We are in a sense living at the end of a long story and a particular episode of it. This is the twilight of post-imperial Britain: a state, political class and economy in meltdown who have bust this country and any trust in them. Fascinatingly this view has even percolated through to ‘The Economist’ Bagehot column: a point alluded to by Anthony Barnett in OurKingdom.
The old progressive stories of Britain, whether Labour, Tory or Liberal, are exhausted and beyond renewal. The excesses of the last few decades saw the Thatcherites and Blairites use the political system to push through a revolution which has left Britain unbalanced, insecure and a less trusting, respectful society.
The first step in any radical change is recognising the self-interest of the ‘new class’ and the age of conformity they have built. The second is to encourage new radicals to emerge and take on this new establishment.

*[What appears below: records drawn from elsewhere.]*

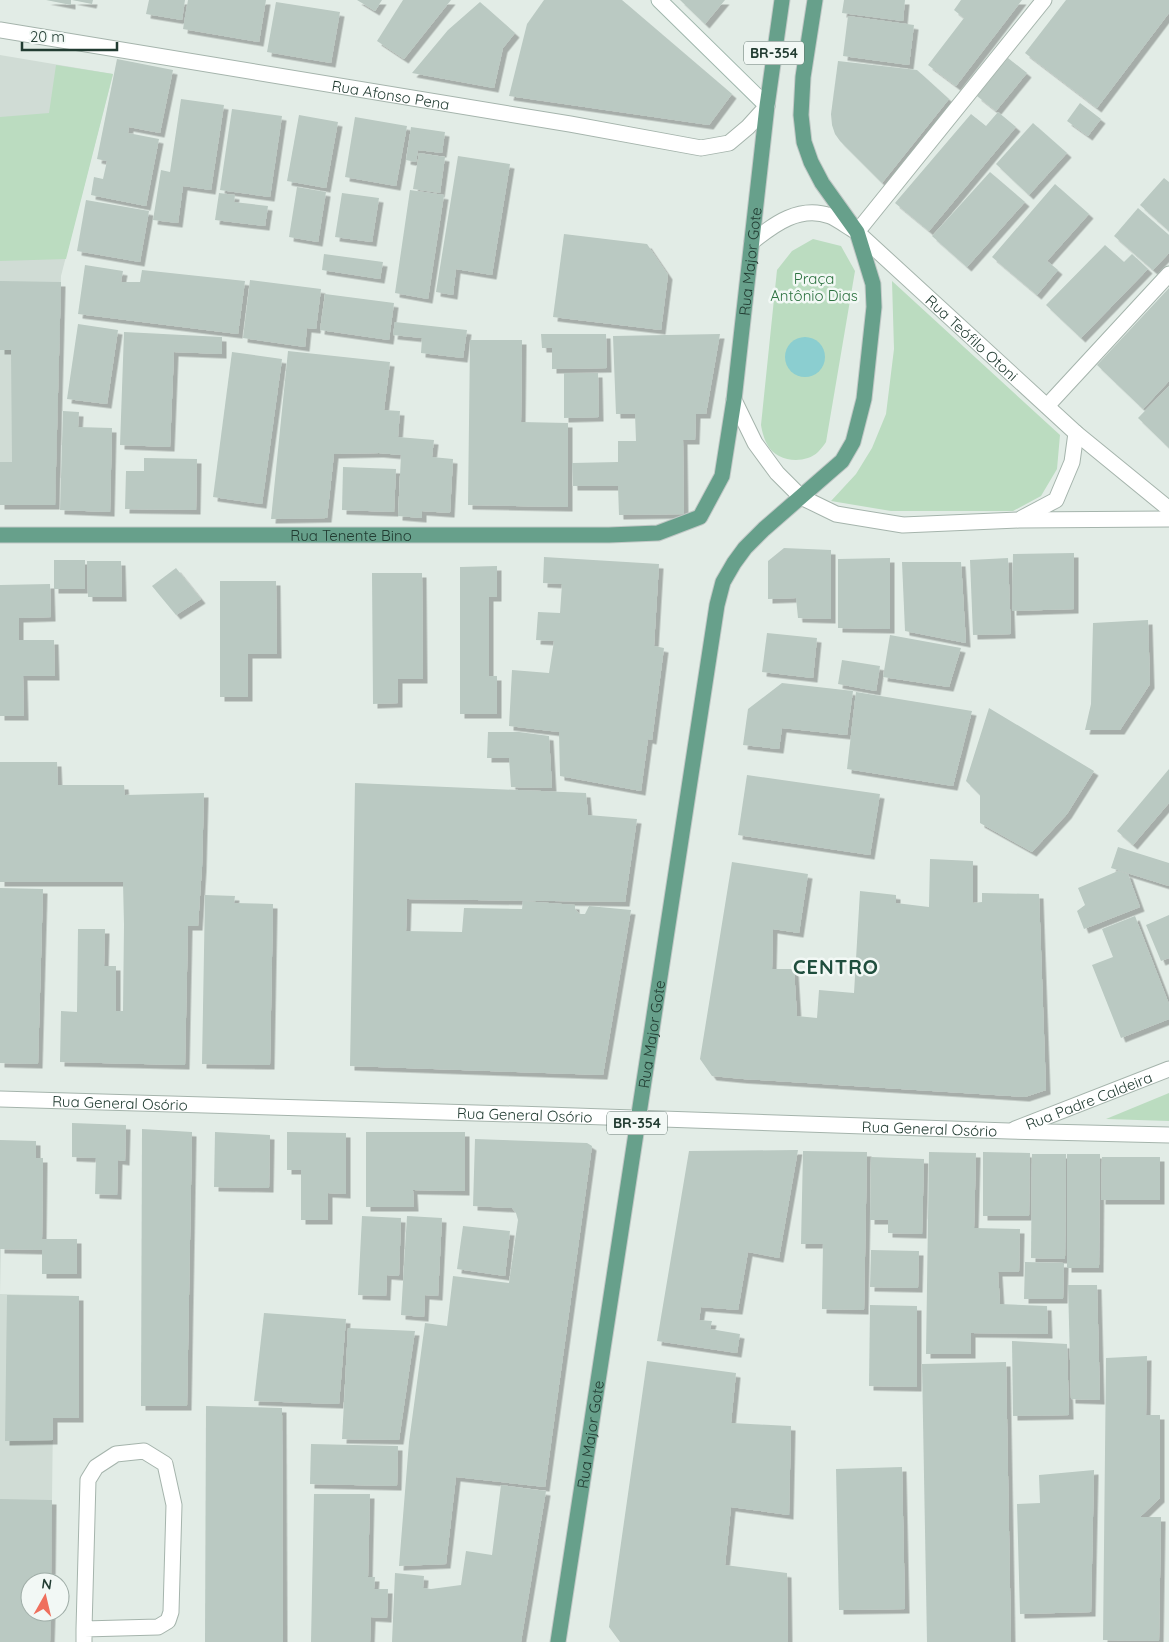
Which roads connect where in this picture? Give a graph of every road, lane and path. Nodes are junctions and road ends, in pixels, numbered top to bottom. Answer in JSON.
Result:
{"nodes":[{"id":1,"x":659,"y":0,"type":"edge"},
{"id":2,"x":782,"y":0,"type":"edge"},
{"id":3,"x":815,"y":0,"type":"edge"},
{"id":4,"x":1044,"y":0,"type":"edge"},
{"id":5,"x":0,"y":30,"type":"edge"},
{"id":6,"x":767,"y":106,"type":"junction"},
{"id":7,"x":856,"y":232,"type":"junction"},
{"id":8,"x":752,"y":242,"type":"junction"},
{"id":9,"x":1169,"y":274,"type":"edge"},
{"id":10,"x":734,"y":400,"type":"junction"},
{"id":11,"x":1047,"y":406,"type":"junction"},
{"id":12,"x":1076,"y":433,"type":"junction"},
{"id":13,"x":801,"y":497,"type":"junction"},
{"id":14,"x":1169,"y":510,"type":"edge"},
{"id":15,"x":700,"y":517,"type":"joint"},
{"id":16,"x":1169,"y":519,"type":"edge"},
{"id":17,"x":1019,"y":520,"type":"junction"},
{"id":18,"x":0,"y":535,"type":"edge"},
{"id":19,"x":1169,"y":1069,"type":"edge"},
{"id":20,"x":0,"y":1099,"type":"edge"},
{"id":21,"x":638,"y":1118,"type":"junction"},
{"id":22,"x":1009,"y":1131,"type":"junction"},
{"id":23,"x":1169,"y":1135,"type":"edge"},
{"id":24,"x":84,"y":1636,"type":"edge"},
{"id":25,"x":558,"y":1642,"type":"edge"}],
"edges":[{"from":1,"to":6,"type":"street"},
{"from":2,"to":6,"type":"main road","name":"Rua Major Gote","number":"BR-354"},
{"from":3,"to":7,"type":"main road","name":"Rua Teófilo Otoni"},
{"from":4,"to":7,"type":"street"},
{"from":5,"to":6,"type":"street","name":"Rua Afonso Pena"},
{"from":6,"to":8,"type":"main road","name":"Rua Major Gote","number":"BR-354"},
{"from":7,"to":8,"type":"street"},
{"from":7,"to":11,"type":"street","name":"Rua Teófilo Otoni"},
{"from":7,"to":13,"type":"main road","name":"Rua Major Gote"},
{"from":8,"to":10,"type":"main road","name":"Rua Major Gote","number":"BR-354"},
{"from":9,"to":11,"type":"street"},
{"from":10,"to":13,"type":"street"},
{"from":10,"to":15,"type":"main road","name":"Rua Major Gote","number":"BR-354"},
{"from":11,"to":12,"type":"street","name":"Rua Teófilo Otoni"},
{"from":12,"to":14,"type":"street","name":"Rua Teófilo Otoni"},
{"from":12,"to":17,"type":"street"},
{"from":13,"to":17,"type":"street"},
{"from":13,"to":21,"type":"main road","name":"Rua Major Gote","number":"BR-354"},
{"from":15,"to":18,"type":"main road","name":"Rua Tenente Bino"},
{"from":16,"to":17,"type":"street"},
{"from":19,"to":22,"type":"street","name":"Rua Padre Caldeira"},
{"from":20,"to":21,"type":"street","name":"Rua General Osório"},
{"from":21,"to":22,"type":"street","name":"Rua General Osório"},
{"from":21,"to":25,"type":"main road","name":"Rua Major Gote","number":"BR-354"},
{"from":22,"to":23,"type":"street","name":"Rua General Osório"},
{"from":24,"to":24,"type":"street"}]}
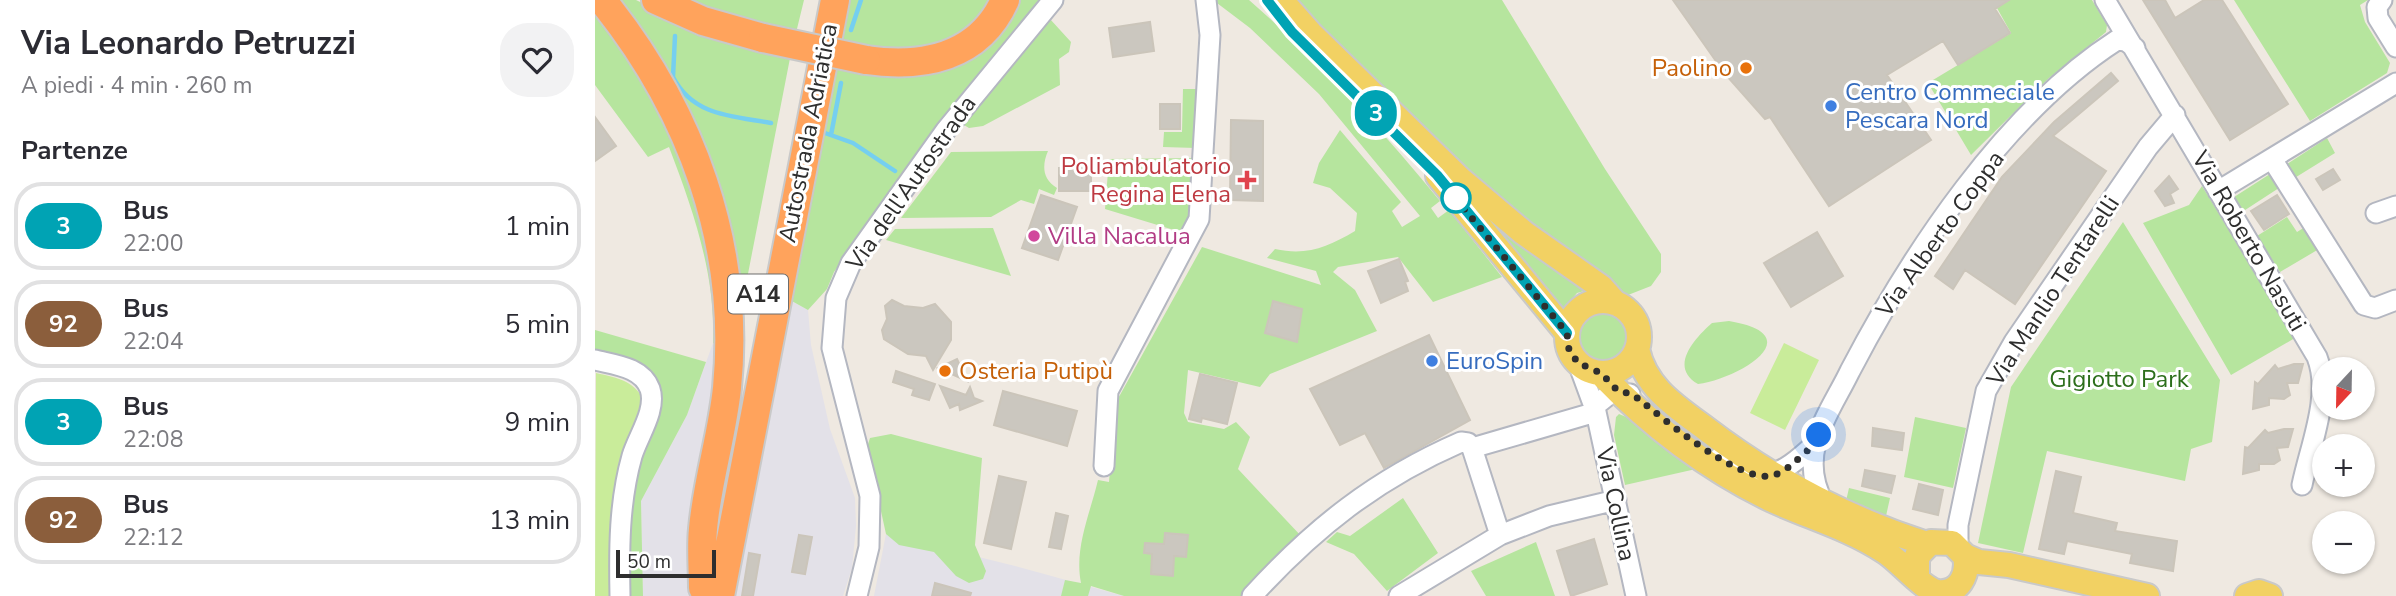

Some are already emerging in the work of the progressive group Compass or Phillip Blond’s eclectic ‘Red Toryism’. Both attempt to address the economy and social justice, but are unclear and ambiguous about what we do about the state of British democracy.
These three: the economy, social justice and democracy, are the key areas where we need to address the debris of the last few decades and look for new radical voices at a time when people are looking for fresh answers to an extent our political class barely recognises.